#### Data records ####

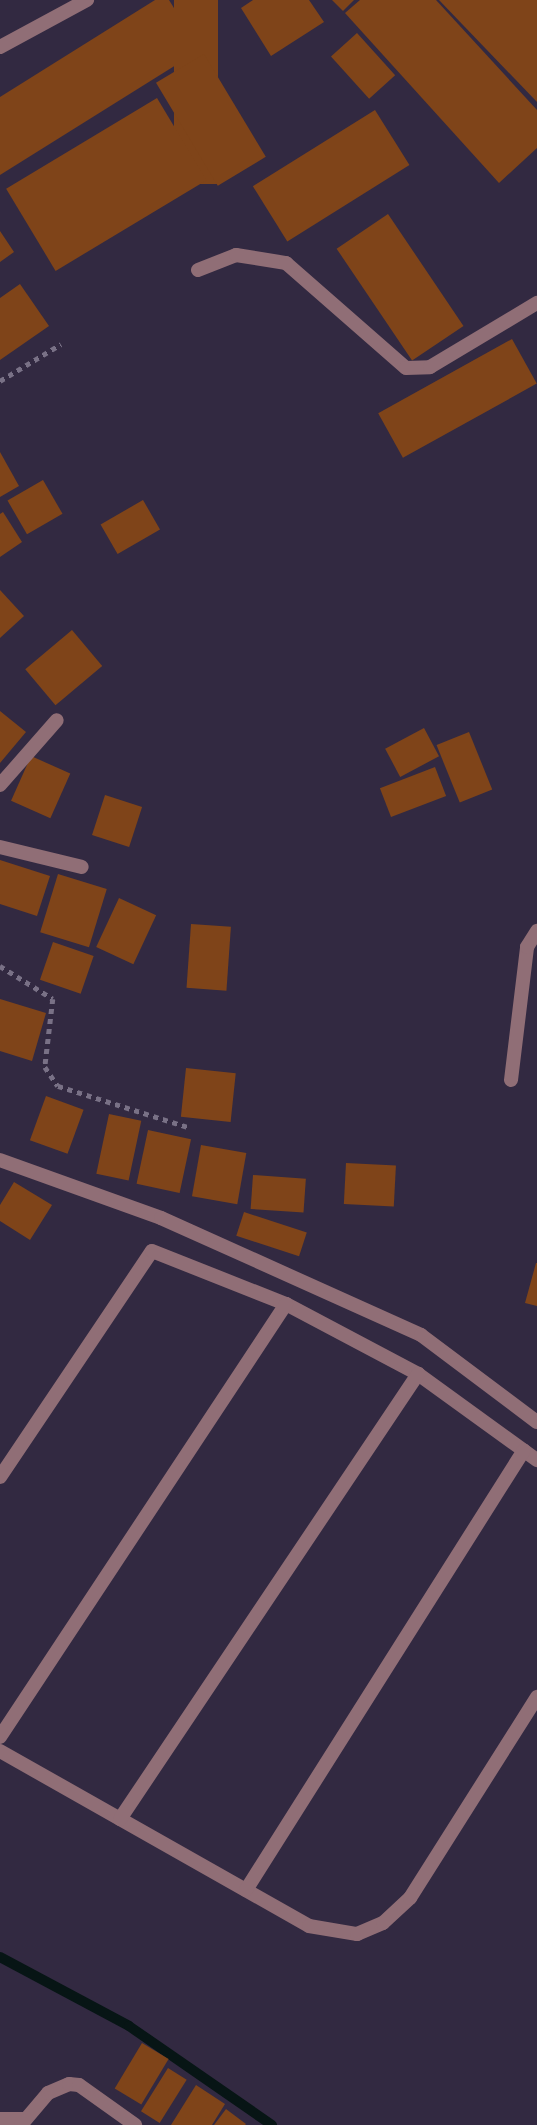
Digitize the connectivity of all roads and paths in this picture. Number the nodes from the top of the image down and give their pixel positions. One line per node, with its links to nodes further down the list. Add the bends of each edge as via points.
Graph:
1 (87, 0): 2 (street)
2 (0, 47)
3 (198, 270): 4 (street, via 236,256 286,263 407,368 430,368)
4 (537, 303)
5 (61, 344): 6 (path)
6 (0, 381)
7 (57, 720): 8 (street)
8 (0, 785)
9 (0, 847): 10 (street)
10 (82, 867)
11 (537, 931): 13 (street, via 527,947)
12 (0, 966): 14 (path, via 53,999 45,1067 58,1086)
13 (511, 1080)
14 (191, 1128)
15 (0, 1160): 18 (street, via 161,1218 421,1335)
16 (286, 1304): 17 (street); 21 (street, via 152,1251); 23 (street)
17 (418, 1374): 19 (street); 25 (street)
18 (537, 1422)
19 (524, 1450): 20 (street); 26 (street)
20 (537, 1460)
21 (0, 1477)
22 (537, 1698): 26 (street, via 410,1898 383,1923 357,1934 337,1934 309,1926)
23 (0, 1737)
24 (0, 1751): 25 (street)
25 (120, 1819): 26 (street)
26 (246, 1890)
27 (0, 2119): 28 (street)
28 (23, 2122): 29 (street, via 48,2093 69,2084 79,2085)
29 (135, 2125)

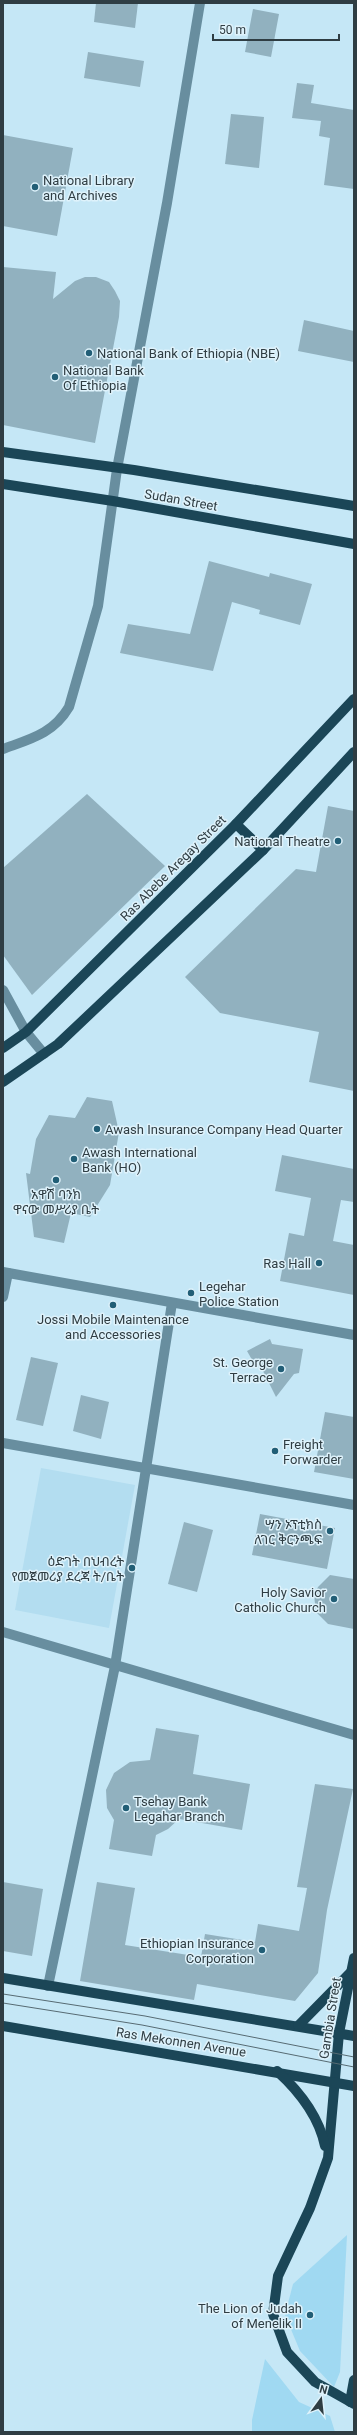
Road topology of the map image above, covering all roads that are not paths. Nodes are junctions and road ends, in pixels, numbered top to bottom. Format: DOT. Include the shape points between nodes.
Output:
graph roads {
  1 [pos="200,3"];
  2 [pos="3,452"];
  3 [pos="118,469"];
  4 [pos="3,484"];
  5 [pos="113,501"];
  6 [pos="352,505"];
  7 [pos="341,542"];
  8 [pos="354,544"];
  9 [pos="354,552"];
  10 [pos="354,699"];
  11 [pos="3,749"];
  12 [pos="354,752"];
  13 [pos="236,824"];
  14 [pos="263,850"];
  15 [pos="3,990"];
  16 [pos="26,1032"];
  17 [pos="3,1048"];
  18 [pos="44,1054"];
  19 [pos="3,1082"];
  20 [pos="6,1273"];
  21 [pos="3,1297"];
  22 [pos="172,1303"];
  23 [pos="354,1336"];
  24 [pos="3,1443"];
  25 [pos="145,1468"];
  26 [pos="354,1505"];
  27 [pos="3,1632"];
  28 [pos="115,1666"];
  29 [pos="354,1735"];
  30 [pos="354,1958"];
  31 [pos="350,1973"];
  32 [pos="3,1978"];
  33 [pos="48,1986"];
  34 [pos="3,2026"];
  35 [pos="298,2026"];
  36 [pos="339,2033"];
  37 [pos="354,2036"];
  38 [pos="277,2072"];
  39 [pos="333,2083"];
  40 [pos="354,2086"];
  41 [pos="328,2158"];
  42 [pos="354,2380"];
  43 [pos="352,2403"];
  1 -- 3 [label="street" via="167,203"];
  2 -- 3 [label="main road, Sudan Street"];
  3 -- 5 [label="street"];
  3 -- 6 [label="main road, Sudan Street"];
  4 -- 5 [label="main road, Sudan Street"];
  5 -- 7 [label="main road, Sudan Street"];
  5 -- 11 [label="street" via="98,606 69,707 61,720 44,734"];
  7 -- 8 [label="main road, Sudan Street"];
  7 -- 9 [label="main road"];
  10 -- 13 [label="main road, Ras Abebe Aregay Street"];
  12 -- 14 [label="main road"];
  13 -- 14 [label="main road"];
  13 -- 16 [label="main road, Ras Abebe Aregay Street"];
  14 -- 18 [label="main road" via="58,1044"];
  15 -- 16 [label="street"];
  16 -- 17 [label="main road, Ras Abebe Aregay Street"];
  16 -- 18 [label="street"];
  18 -- 19 [label="main road"];
  20 -- 21 [label="street"];
  20 -- 22 [label="street"];
  22 -- 23 [label="street"];
  22 -- 25 [label="street"];
  24 -- 25 [label="street"];
  25 -- 26 [label="street"];
  25 -- 28 [label="street"];
  27 -- 28 [label="street"];
  28 -- 29 [label="street"];
  28 -- 33 [label="street"];
  30 -- 31 [label="main road, Gambia Street"];
  31 -- 35 [label="main road"];
  31 -- 36 [label="main road, Gambia Street"];
  32 -- 33 [label="main road"];
  33 -- 35 [label="main road"];
  34 -- 38 [label="main road, Ras Mekonnen Avenue"];
  35 -- 36 [label="main road"];
  36 -- 37 [label="main road"];
  36 -- 39 [label="main road, Gambia Street"];
  38 -- 39 [label="main road, Ras Mekonnen Avenue"];
  38 -- 41 [label="main road" via="296,2088 322,2132"];
  39 -- 40 [label="main road, Ras Mekonnen Avenue"];
  39 -- 41 [label="main road, Gambia Street"];
  41 -- 43 [label="main road, Gambia Street" via="310,2208 278,2276 273,2314 287,2352 315,2382"];
  42 -- 43 [label="main road"];
}
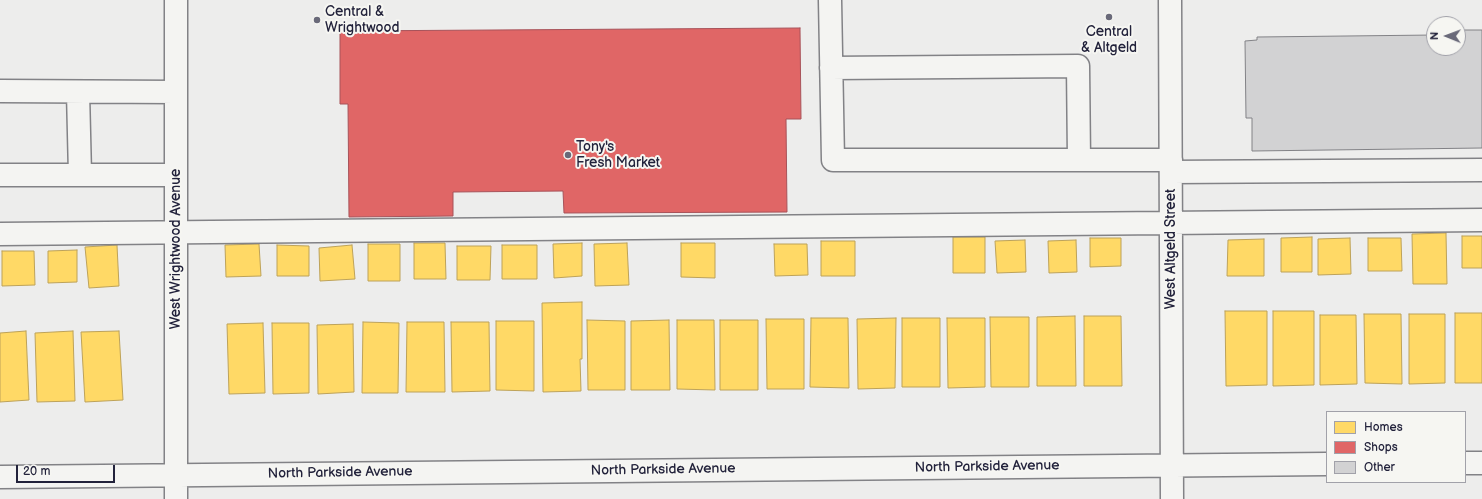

####

Work to complete ▸ For each line in the entries that holds "roads", return that line.

Answer box ▸
Digitize the connectivity of all roads and paths in this picture. Number the nodes from the top of the image down and give their pixel positions. One line per node, with its links to nodes further down the list. Add the bends of each edge as via points.
Road topology of the map image above, covering all roads that are not paths. Nodes are junctions and road ends, in pixels, numbered top to bottom. Format: DOT. Include the shape points between nodes.
graph roads {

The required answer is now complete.